Un mundo irritable
Contra lo que suele decirse, no ofende ni quien quiere ni quien puede, sino el que se topa con alguien que puede y quiere ser ofendido. Las razones de la ofensa son tan evidentes para unos como inescrutables para otros. Ésta es una de las causas de que sea tan complicada la convivencia entre las personas y entre eso que llaman civilizaciones. La percepción de las cosas se ha convertido en algo tan decisivo que da igual si el asunto carece de importancia, si se trata de un chiste, una cita o una ficción. Uno puede controlar sus actos y decisiones, al menos en parte, pero nuestro poder sobre el significado de las palabras es mucho más escaso. Cualquiera tiene la experiencia de que lo dicho se nos escapa continuamente y, como decía Sartre, los otros nos roban las palabras en la misma boca. Es tan fácil ofender que no tenemos más remedio que aprender a vivir en el malentendido.

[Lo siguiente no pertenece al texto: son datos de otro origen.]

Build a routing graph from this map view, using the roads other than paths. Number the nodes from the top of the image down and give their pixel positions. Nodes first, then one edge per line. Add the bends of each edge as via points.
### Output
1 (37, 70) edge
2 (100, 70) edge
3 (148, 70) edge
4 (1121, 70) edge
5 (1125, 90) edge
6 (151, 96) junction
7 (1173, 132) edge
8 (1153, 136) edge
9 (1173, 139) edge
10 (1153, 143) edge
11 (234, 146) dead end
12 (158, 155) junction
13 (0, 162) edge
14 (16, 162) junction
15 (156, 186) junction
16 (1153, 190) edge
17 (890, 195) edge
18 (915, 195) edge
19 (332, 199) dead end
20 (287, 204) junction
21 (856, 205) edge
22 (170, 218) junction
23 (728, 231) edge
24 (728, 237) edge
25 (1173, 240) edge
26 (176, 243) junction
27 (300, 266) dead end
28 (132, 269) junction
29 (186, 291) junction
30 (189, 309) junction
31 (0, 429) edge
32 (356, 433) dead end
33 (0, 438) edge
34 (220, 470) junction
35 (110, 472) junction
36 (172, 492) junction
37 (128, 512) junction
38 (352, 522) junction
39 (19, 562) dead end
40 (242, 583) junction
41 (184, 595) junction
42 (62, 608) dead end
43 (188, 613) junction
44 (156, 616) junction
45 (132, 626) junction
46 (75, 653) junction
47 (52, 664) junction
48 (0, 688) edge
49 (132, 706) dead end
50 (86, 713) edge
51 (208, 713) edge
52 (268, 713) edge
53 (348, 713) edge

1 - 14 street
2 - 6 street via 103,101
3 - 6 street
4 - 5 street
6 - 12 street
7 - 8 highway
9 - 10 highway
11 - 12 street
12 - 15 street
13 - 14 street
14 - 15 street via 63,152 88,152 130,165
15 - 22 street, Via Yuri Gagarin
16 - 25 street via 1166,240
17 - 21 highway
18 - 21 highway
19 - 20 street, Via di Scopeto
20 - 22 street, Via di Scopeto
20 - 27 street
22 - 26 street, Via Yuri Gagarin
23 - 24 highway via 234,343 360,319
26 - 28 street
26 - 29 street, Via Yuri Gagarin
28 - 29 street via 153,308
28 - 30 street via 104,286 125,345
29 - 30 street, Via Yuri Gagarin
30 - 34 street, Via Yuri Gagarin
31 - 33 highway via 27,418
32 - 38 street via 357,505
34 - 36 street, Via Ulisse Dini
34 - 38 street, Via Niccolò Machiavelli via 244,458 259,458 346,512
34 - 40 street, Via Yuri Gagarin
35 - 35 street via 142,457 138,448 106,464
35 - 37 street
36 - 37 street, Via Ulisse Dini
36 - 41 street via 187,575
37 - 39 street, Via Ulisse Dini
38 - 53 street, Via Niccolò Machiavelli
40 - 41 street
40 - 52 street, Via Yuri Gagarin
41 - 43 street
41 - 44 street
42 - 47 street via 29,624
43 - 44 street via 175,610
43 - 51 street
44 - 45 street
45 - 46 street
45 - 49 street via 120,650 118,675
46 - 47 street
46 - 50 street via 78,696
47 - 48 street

Las relaciones personales nos han enseñado que los sentimientos son una materia especialmente inflamable, pero ahora estamos comprobándolo en la instantaneidad de una dimensión global. Lo sucedido con las viñetas danesas, el discurso del Papa en Ratisbona o la suspensión de la ópera de Mozart en Berlín confiere a la supuesta ofensa un alcance inusitado en el espacio emocional. Hace tiempo que los conflictos sociales han adoptado un carácter sentimental. Desde los niveles más domésticos hasta la escena internacional, ha tenido lugar una creciente psicologización de los conflictos, a los que ya no podemos gestionar como si fueran los tradicionales conflictos de clase y redistribución, o las guerras clásicas, con frentes y disputas por un territorio. La irrupción de las cuestiones de identidad (sexual, religiosa, étnica, cultural...) ha trastocado el esquema según el cual la afectividad pertenecía únicamente a la esfera privada mientras que lo público era la sede en la que podíamos entendernos, aunque fuera a duras penas. Ahora parece que los sentimientos ofendidos se constituyen como un juez inapelable. Los seres humanos se atrincheran en la única posición que consideran propia: sus sentimientos ante las cosas. Pero entonces, discutir cualquier posición (como hizo Benedicto XVI) o tematizarla en una ficción (en un chiste o en una representación teatral) es automáticamente un insulto; cada argumento se convierte en ad hóminem. Nuestro mundo está compuesto por grupos que se comportan como concesionarios de autoestima: a los ya conocidos de sexo, género, raza o profesión, parece que ha de añadirse ahora el de civilización. La susceptibilidad constituye el principio identificador: los nuestros son aquellos que se agrupan en torno a la misma ofensa y a los que se mantiene unidos en virtud de una común irritación. Dime qué te molesta y te diré quién eres.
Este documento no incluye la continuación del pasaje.